Fuzzy search and definitions?

classic Classic list List threaded Threaded
8 messages Options
Reply | Threaded
Open this post in threaded view
|

Fuzzy search and definitions?

David Haslam
For those front-end apps that have a fuzzy search feature, is this based on
https://en.wikipedia.org/wiki/Levenshtein_distance 
or on something quite different?

Any chance of building this into SWORD & JSword, or do we already have it?

I've never seen this mentioned before in the nine years I've been a CrossWire volunteer.

Even the word "fuzzy" only occurs on three of the pages in our developers' wiki.

Best regards,

David
Reply | Threaded
Open this post in threaded view
|

Re: Fuzzy search and definitions?

David Haslam
Lucene already provides for "fuzzy" searches.

Try searching the KJV for: melchesidec~

The tilde on the end indicates to the Lucene search engine to do a fuzzy search.

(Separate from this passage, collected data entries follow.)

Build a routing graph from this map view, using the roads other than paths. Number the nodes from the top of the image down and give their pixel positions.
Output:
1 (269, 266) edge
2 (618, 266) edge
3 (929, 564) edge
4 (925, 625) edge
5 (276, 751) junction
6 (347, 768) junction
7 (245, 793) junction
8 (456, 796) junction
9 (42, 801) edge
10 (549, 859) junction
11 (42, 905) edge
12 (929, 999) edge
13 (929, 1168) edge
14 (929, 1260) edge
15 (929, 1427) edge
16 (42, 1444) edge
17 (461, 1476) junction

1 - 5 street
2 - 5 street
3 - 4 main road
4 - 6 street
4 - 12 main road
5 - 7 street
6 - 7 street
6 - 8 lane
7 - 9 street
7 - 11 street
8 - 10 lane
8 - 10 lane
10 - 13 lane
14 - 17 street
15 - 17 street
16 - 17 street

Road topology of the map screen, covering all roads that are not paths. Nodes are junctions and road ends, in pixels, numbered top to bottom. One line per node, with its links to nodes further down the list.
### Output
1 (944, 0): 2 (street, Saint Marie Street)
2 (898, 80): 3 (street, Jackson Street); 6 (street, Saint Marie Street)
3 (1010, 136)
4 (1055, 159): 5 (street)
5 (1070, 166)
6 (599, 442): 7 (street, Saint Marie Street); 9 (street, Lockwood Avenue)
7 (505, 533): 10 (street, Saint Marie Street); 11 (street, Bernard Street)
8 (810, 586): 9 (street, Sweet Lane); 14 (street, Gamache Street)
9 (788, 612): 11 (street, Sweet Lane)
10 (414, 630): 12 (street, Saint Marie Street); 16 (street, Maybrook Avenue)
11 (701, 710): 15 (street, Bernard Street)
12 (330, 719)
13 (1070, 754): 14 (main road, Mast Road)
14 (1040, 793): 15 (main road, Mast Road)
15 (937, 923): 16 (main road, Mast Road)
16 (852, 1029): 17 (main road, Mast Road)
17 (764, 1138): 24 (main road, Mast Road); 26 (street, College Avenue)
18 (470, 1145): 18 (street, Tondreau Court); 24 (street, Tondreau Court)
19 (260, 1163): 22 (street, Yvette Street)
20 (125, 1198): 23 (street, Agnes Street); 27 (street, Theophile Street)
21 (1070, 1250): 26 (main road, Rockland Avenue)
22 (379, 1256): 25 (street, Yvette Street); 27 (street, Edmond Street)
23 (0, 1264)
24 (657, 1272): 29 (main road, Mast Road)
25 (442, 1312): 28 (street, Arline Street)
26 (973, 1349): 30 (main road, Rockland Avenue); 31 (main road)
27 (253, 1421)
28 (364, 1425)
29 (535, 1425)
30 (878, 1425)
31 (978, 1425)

The above example will find Melchizedek in Gen 14:8, Psalm 110:4 and  the 9 instances of Melchisedec in Hebrews, though it also gives Malchielites in Numbers 26:45 !

HT to DM Smith for an old post in this list.

David
Reply | Threaded
Open this post in threaded view
|

Re: Fuzzy search and definitions?

David Haslam
Assuming a front-end has a switch for fuzzy search....

What would be neater would be for the front-end to append the tilde in the background when fuzzy search is ON, while still displaying the search key without the tilde in the results header.

This would obviate expecting the average user to know the detail of this "under the hood" aspect of Lucene.

David
Reply | Threaded
Open this post in threaded view
|

Re: Fuzzy search and definitions?

David Haslam
Meanwhile, perhaps the Xiphos developer could add a point about the fuzzy search tilde to the popup dialog text for Lucene search syntax ?

Currently this reads:

Syntax overview for optimized "lucene" searches
Search for verses that contain...

loved one
         "loved" or "one"
        This is the same as searching for loved OR one

"loved one"
        The phrase "loved one"

love*
        A word starting with "love"
        (love OR loves OR loved OR etc...)

loved AND one
        The word "loved" and the word "one"
        && can be used in place of AND

+loved one
        Verses that must contain "loved" and may contain "one"

loved NOT one
        "loved" but not "one"

(loved one) AND God
        "loved" or "one" and "God"

lemma:G2316
        Search for the Strong's Greek ("G") word number 2316.
        Also, select Strong's display on the Attribute Search tab.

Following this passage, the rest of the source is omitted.